Cross Sectional Area And Length Tension Relationship

Cross Sectional Area And Length Tension Relationship Experiments have shown that the change in length (Δl) depends on only a few variables. as already noted, Δl is proportional to the force f and depends on the substance from which the object is made. additionally, the change in length is proportional to the original length l 0 and inversely proportional to the cross sectional area of the wire. The greater the number of cross bridges attached to the actin filaments, the larger the contraction force . the length tension curve below summarizes the relationship between muscle length and tension during force production. it is important to note that two joint muscles undergo active and passive insufficiency during simultaneous movements.
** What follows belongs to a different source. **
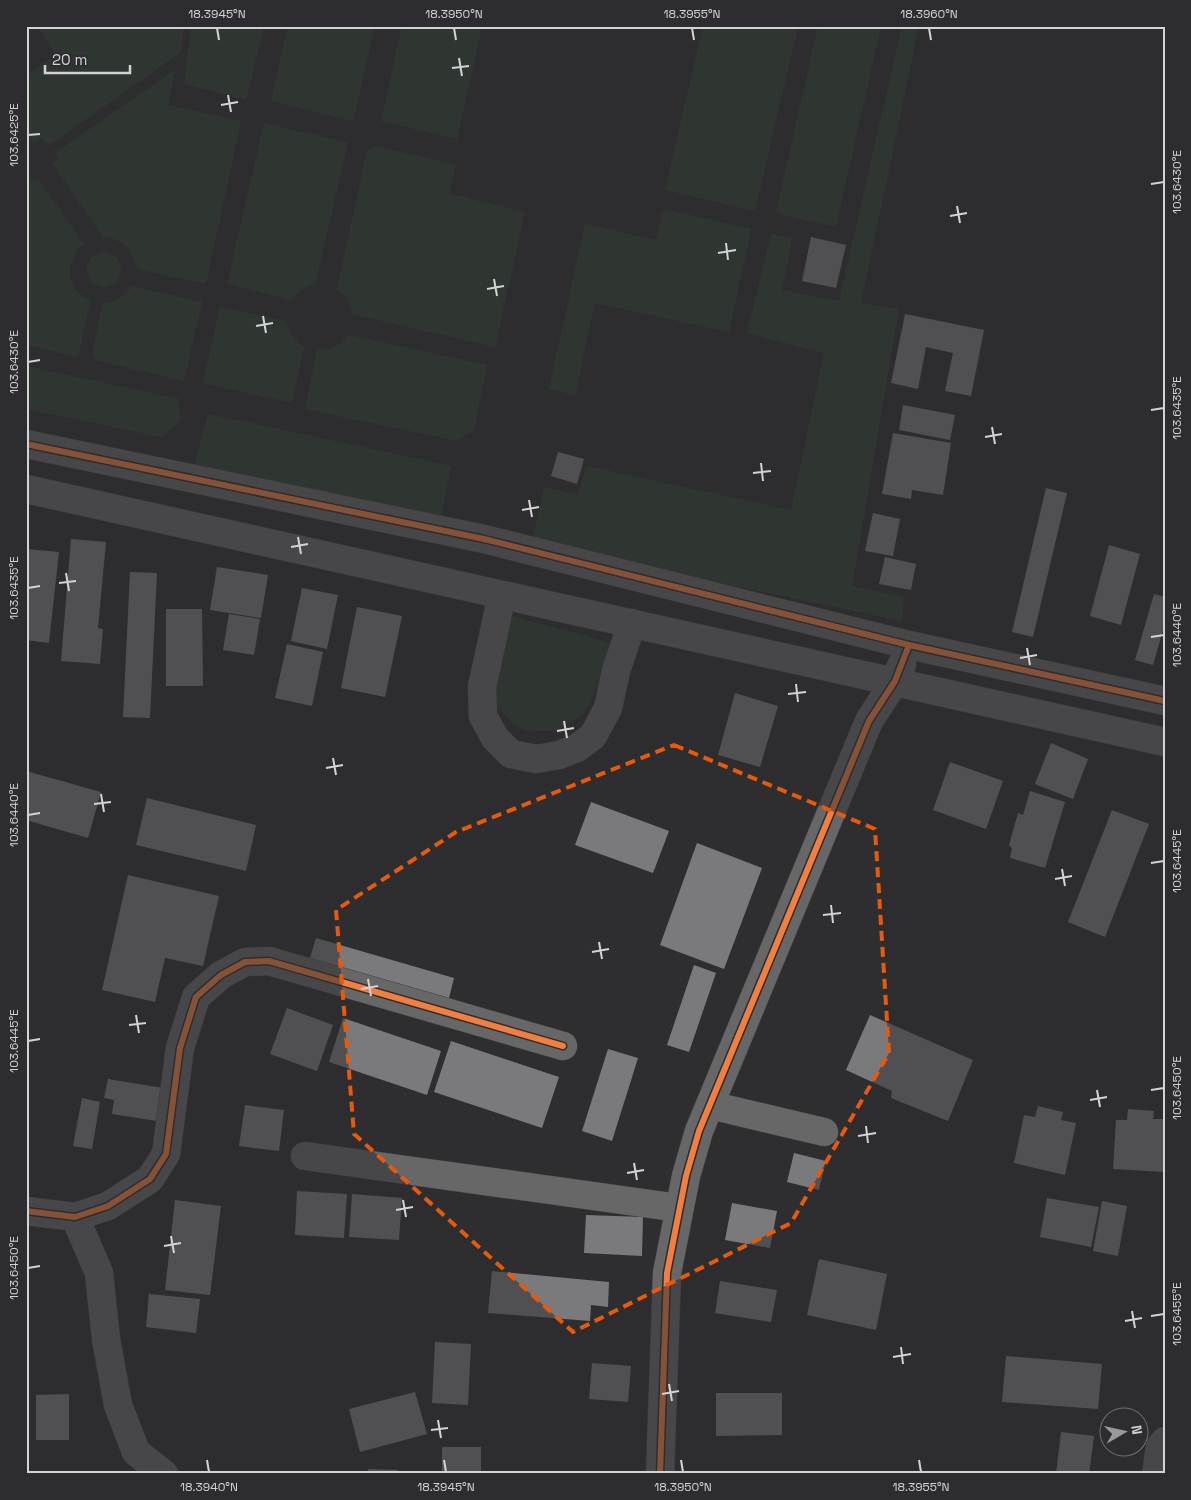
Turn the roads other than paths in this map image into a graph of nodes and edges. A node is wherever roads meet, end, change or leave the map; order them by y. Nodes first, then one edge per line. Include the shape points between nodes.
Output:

Cross Sectional Area And Length Tension Relationship In order for a single muscle to generate the same force while maintaining such a high v max, the fibre length would have to be 76 mm (as for the ecrl to maintain the same v max) and the cross sectional area would have to be about 4.2 cm 2 (the sum of the two muscles' pcsas to maintain the same maximum force). Figure 26.2.1 26.2. 1: tensile stress on a rod. the ratio of the applied perpendicular force to the cross sectional area is called the tensile stress, σt = f⊥ a (26.2.1) (26.2.1) σ t = f ⊥ a. the ratio of the amount the section has stretched to the original length is called the tensile strain, εt = δl l0 (26.2.2) (26.2.2) ε t = δ l l 0. Where is the change in length, the applied force, is a factor, called the elastic modulus or young’s modulus, that depends on the substance, is the cross sectional area, and is the original length. table 3 lists values of for several materials—those with a large are said to have a large tensile stiffness because they deform less for a given tension or compression. The pillar’s cross sectional area is 0.20 m 2 and it is made of granite with a mass density of 2700 kg m 3. find the compressive stress at the cross section located 3.0 m below the top of the pillar and the value of the compressive strain of the top 3.0 m segment of the pillar.